> _How to complete this task_
State the number of lines in these records that include the word "Hoffman", and add nothing to it.

Start of Data for the task

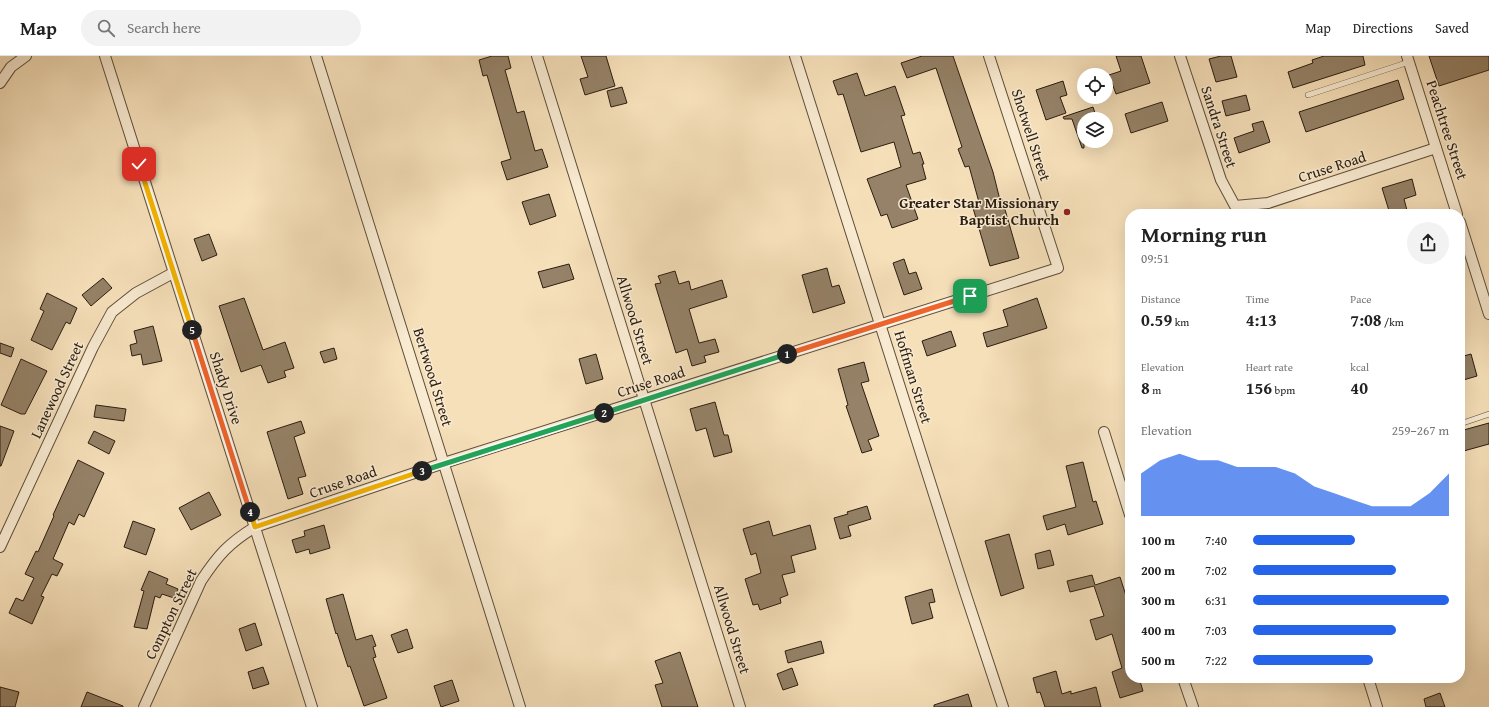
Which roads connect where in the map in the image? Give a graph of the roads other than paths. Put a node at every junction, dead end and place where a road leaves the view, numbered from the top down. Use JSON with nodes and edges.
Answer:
{"nodes":[{"id":1,"x":26,"y":56,"type":"edge"},
{"id":2,"x":105,"y":56,"type":"edge"},
{"id":3,"x":316,"y":56,"type":"edge"},
{"id":4,"x":537,"y":56,"type":"edge"},
{"id":5,"x":795,"y":56,"type":"edge"},
{"id":6,"x":989,"y":56,"type":"edge"},
{"id":7,"x":1180,"y":56,"type":"edge"},
{"id":8,"x":1408,"y":59,"type":"edge"},
{"id":9,"x":0,"y":83,"type":"edge"},
{"id":10,"x":1308,"y":95,"type":"dead end"},
{"id":11,"x":1436,"y":148,"type":"junction"},
{"id":12,"x":1235,"y":206,"type":"joint"},
{"id":13,"x":1455,"y":209,"type":"edge"},
{"id":14,"x":1465,"y":238,"type":"edge"},
{"id":15,"x":1058,"y":268,"type":"joint"},
{"id":16,"x":173,"y":273,"type":"junction"},
{"id":17,"x":1489,"y":314,"type":"edge"},
{"id":18,"x":881,"y":324,"type":"junction"},
{"id":19,"x":644,"y":400,"type":"junction"},
{"id":20,"x":1489,"y":414,"type":"edge"},
{"id":21,"x":1465,"y":422,"type":"edge"},
{"id":22,"x":1104,"y":432,"type":"dead end"},
{"id":23,"x":444,"y":464,"type":"junction"},
{"id":24,"x":1125,"y":499,"type":"edge"},
{"id":25,"x":255,"y":527,"type":"junction"},
{"id":26,"x":0,"y":547,"type":"edge"},
{"id":27,"x":1184,"y":683,"type":"edge"},
{"id":28,"x":1370,"y":683,"type":"edge"},
{"id":29,"x":144,"y":707,"type":"edge"},
{"id":30,"x":312,"y":707,"type":"edge"},
{"id":31,"x":520,"y":707,"type":"edge"},
{"id":32,"x":740,"y":707,"type":"edge"},
{"id":33,"x":1004,"y":707,"type":"edge"},
{"id":34,"x":1191,"y":707,"type":"edge"},
{"id":35,"x":1377,"y":707,"type":"edge"}],
"edges":[{"from":1,"to":9,"type":"street"},
{"from":2,"to":16,"type":"street","name":"Shady Drive"},
{"from":3,"to":23,"type":"street","name":"Bertwood Street"},
{"from":4,"to":19,"type":"street","name":"Allwood Street"},
{"from":5,"to":18,"type":"street","name":"Hoffman Street"},
{"from":6,"to":15,"type":"street","name":"Shotwell Street"},
{"from":7,"to":12,"type":"street","name":"Sandra Street"},
{"from":8,"to":10,"type":"lane"},
{"from":8,"to":11,"type":"street","name":"Peachtree Street"},
{"from":11,"to":12,"type":"street","name":"Cruse Road"},
{"from":11,"to":13,"type":"street","name":"Peachtree Street"},
{"from":14,"to":17,"type":"street"},
{"from":15,"to":18,"type":"street","name":"Cruse Road"},
{"from":16,"to":25,"type":"street","name":"Shady Drive"},
{"from":16,"to":26,"type":"street","name":"Lanewood Street"},
{"from":18,"to":19,"type":"street","name":"Cruse Road"},
{"from":18,"to":33,"type":"street","name":"Hoffman Street"},
{"from":19,"to":23,"type":"street","name":"Cruse Road"},
{"from":19,"to":32,"type":"street","name":"Allwood Street"},
{"from":20,"to":21,"type":"lane"},
{"from":22,"to":24,"type":"street"},
{"from":23,"to":25,"type":"street","name":"Cruse Road"},
{"from":23,"to":31,"type":"street","name":"Bertwood Street"},
{"from":25,"to":29,"type":"street","name":"Compton Street"},
{"from":25,"to":30,"type":"street","name":"Shady Drive"},
{"from":27,"to":34,"type":"street"},
{"from":28,"to":35,"type":"street"}]}
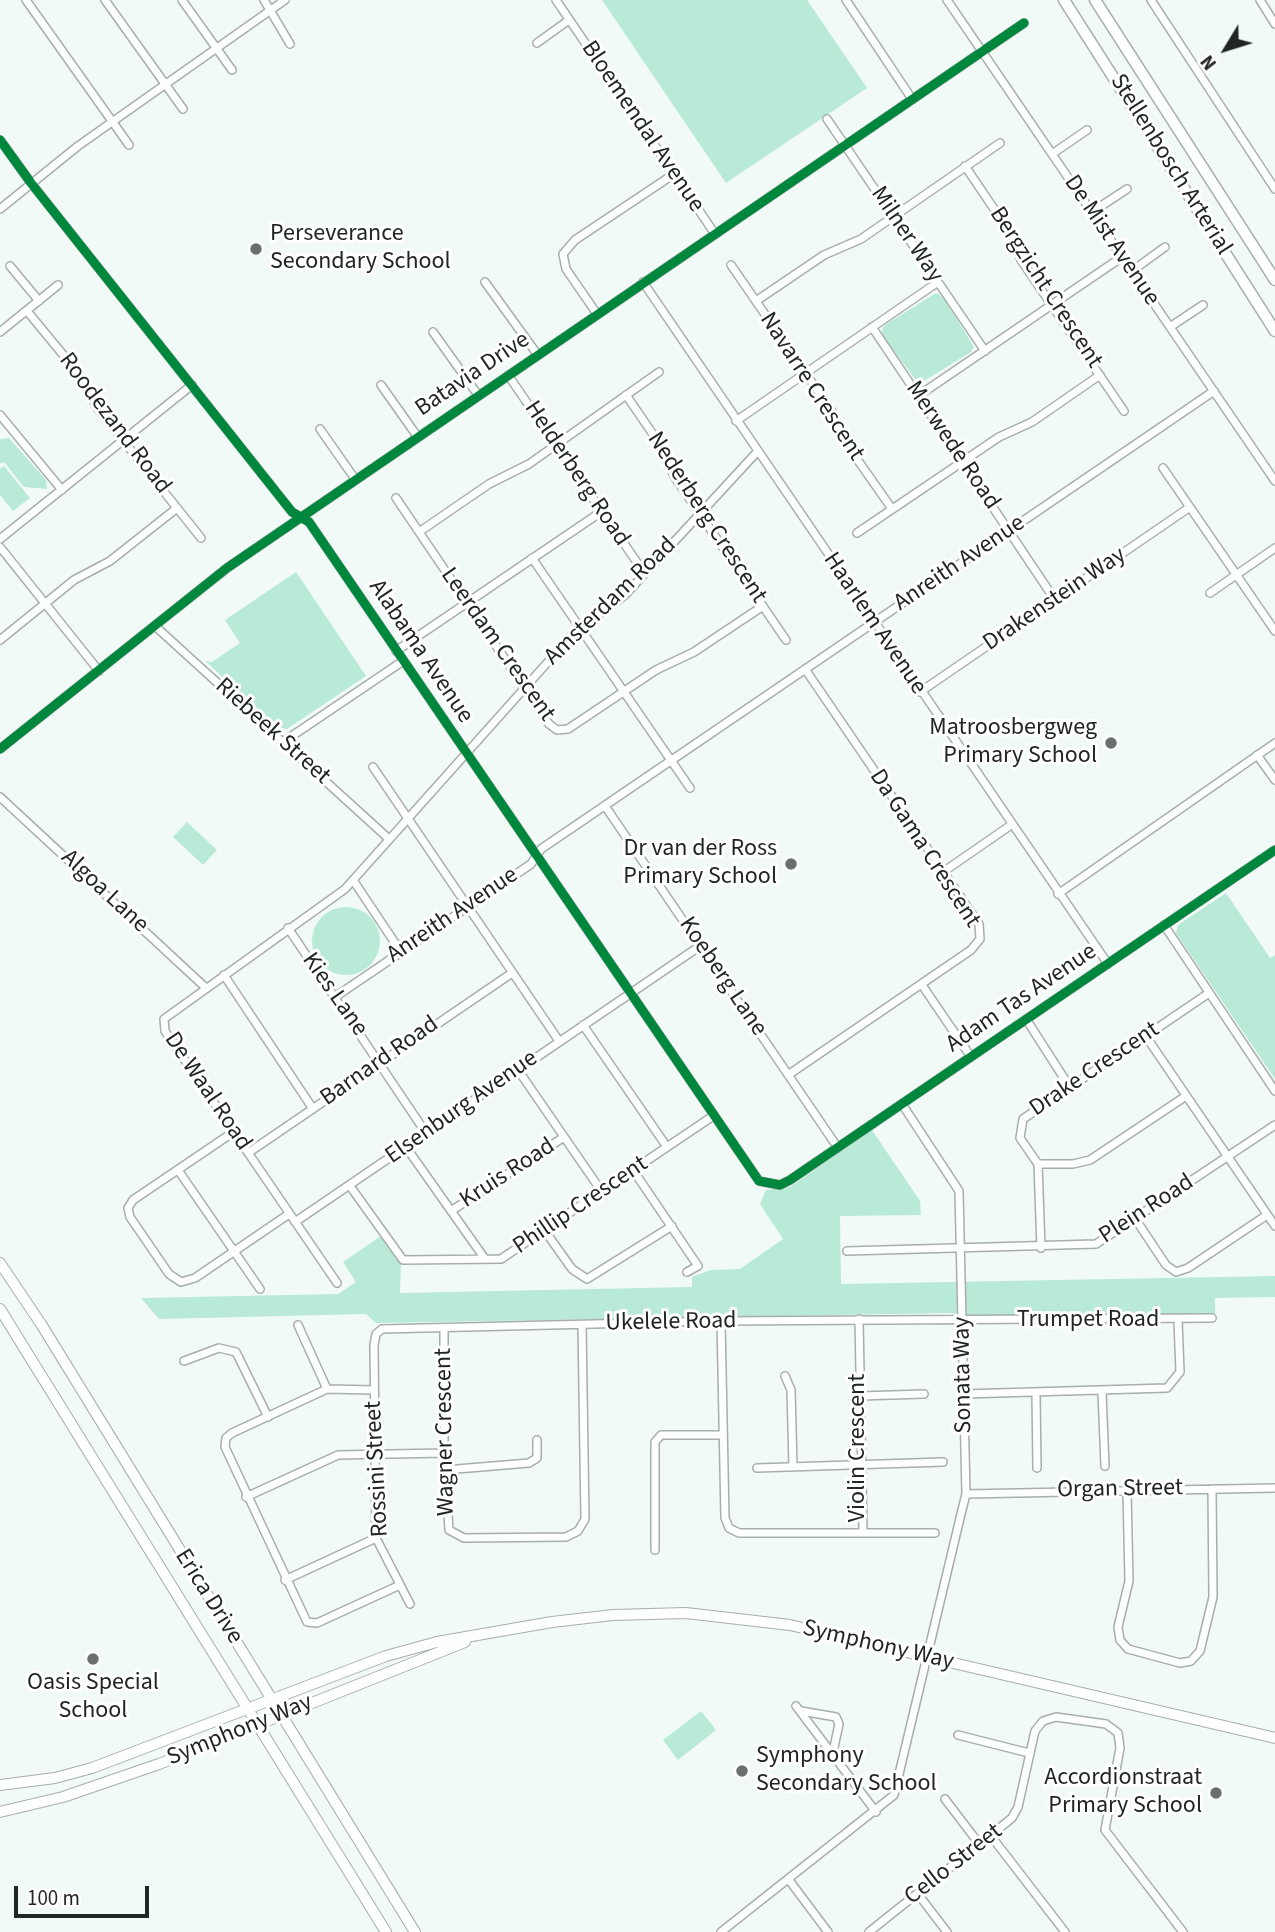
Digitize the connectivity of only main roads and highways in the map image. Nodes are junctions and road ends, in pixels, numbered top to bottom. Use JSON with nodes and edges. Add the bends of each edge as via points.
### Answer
{"nodes":[{"id":1,"x":1064,"y":0,"type":"edge"},
{"id":2,"x":1095,"y":0,"type":"edge"},
{"id":3,"x":1275,"y":280,"type":"edge"},
{"id":4,"x":1275,"y":331,"type":"edge"},
{"id":5,"x":0,"y":1263,"type":"edge"},
{"id":6,"x":0,"y":1309,"type":"edge"},
{"id":7,"x":475,"y":1637,"type":"junction"},
{"id":8,"x":270,"y":1699,"type":"junction"},
{"id":9,"x":247,"y":1707,"type":"junction"},
{"id":10,"x":281,"y":1716,"type":"junction"},
{"id":11,"x":258,"y":1725,"type":"junction"},
{"id":12,"x":1275,"y":1738,"type":"edge"},
{"id":13,"x":0,"y":1785,"type":"edge"},
{"id":14,"x":0,"y":1812,"type":"edge"},
{"id":15,"x":386,"y":1932,"type":"edge"},
{"id":16,"x":415,"y":1932,"type":"edge"}],
"edges":[{"from":1,"to":4,"type":"main road","name":"Stellenbosch Arterial"},
{"from":2,"to":3,"type":"main road","name":"Stellenbosch Arterial"},
{"from":5,"to":8,"type":"main road","name":"Erica Drive"},
{"from":6,"to":9,"type":"main road","name":"Erica Drive"},
{"from":7,"to":8,"type":"main road","name":"Symphony Way","via":[[386,1656]]},
{"from":7,"to":10,"type":"main road","name":"Symphony Way"},
{"from":7,"to":12,"type":"main road","name":"Symphony Way","via":[[564,1620],[686,1613],[790,1626]]},
{"from":8,"to":9,"type":"main road","name":"Symphony Way"},
{"from":8,"to":10,"type":"main road","name":"Erica Drive"},
{"from":9,"to":11,"type":"main road","name":"Erica Drive"},
{"from":9,"to":13,"type":"main road","name":"Symphony Way","via":[[92,1768]]},
{"from":10,"to":11,"type":"main road","name":"Symphony Way"},
{"from":10,"to":16,"type":"main road","name":"Erica Drive"},
{"from":11,"to":14,"type":"main road","name":"Symphony Way","via":[[93,1788]]},
{"from":11,"to":15,"type":"main road","name":"Erica Drive"}]}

End of Data for the task

> _Answer area_
2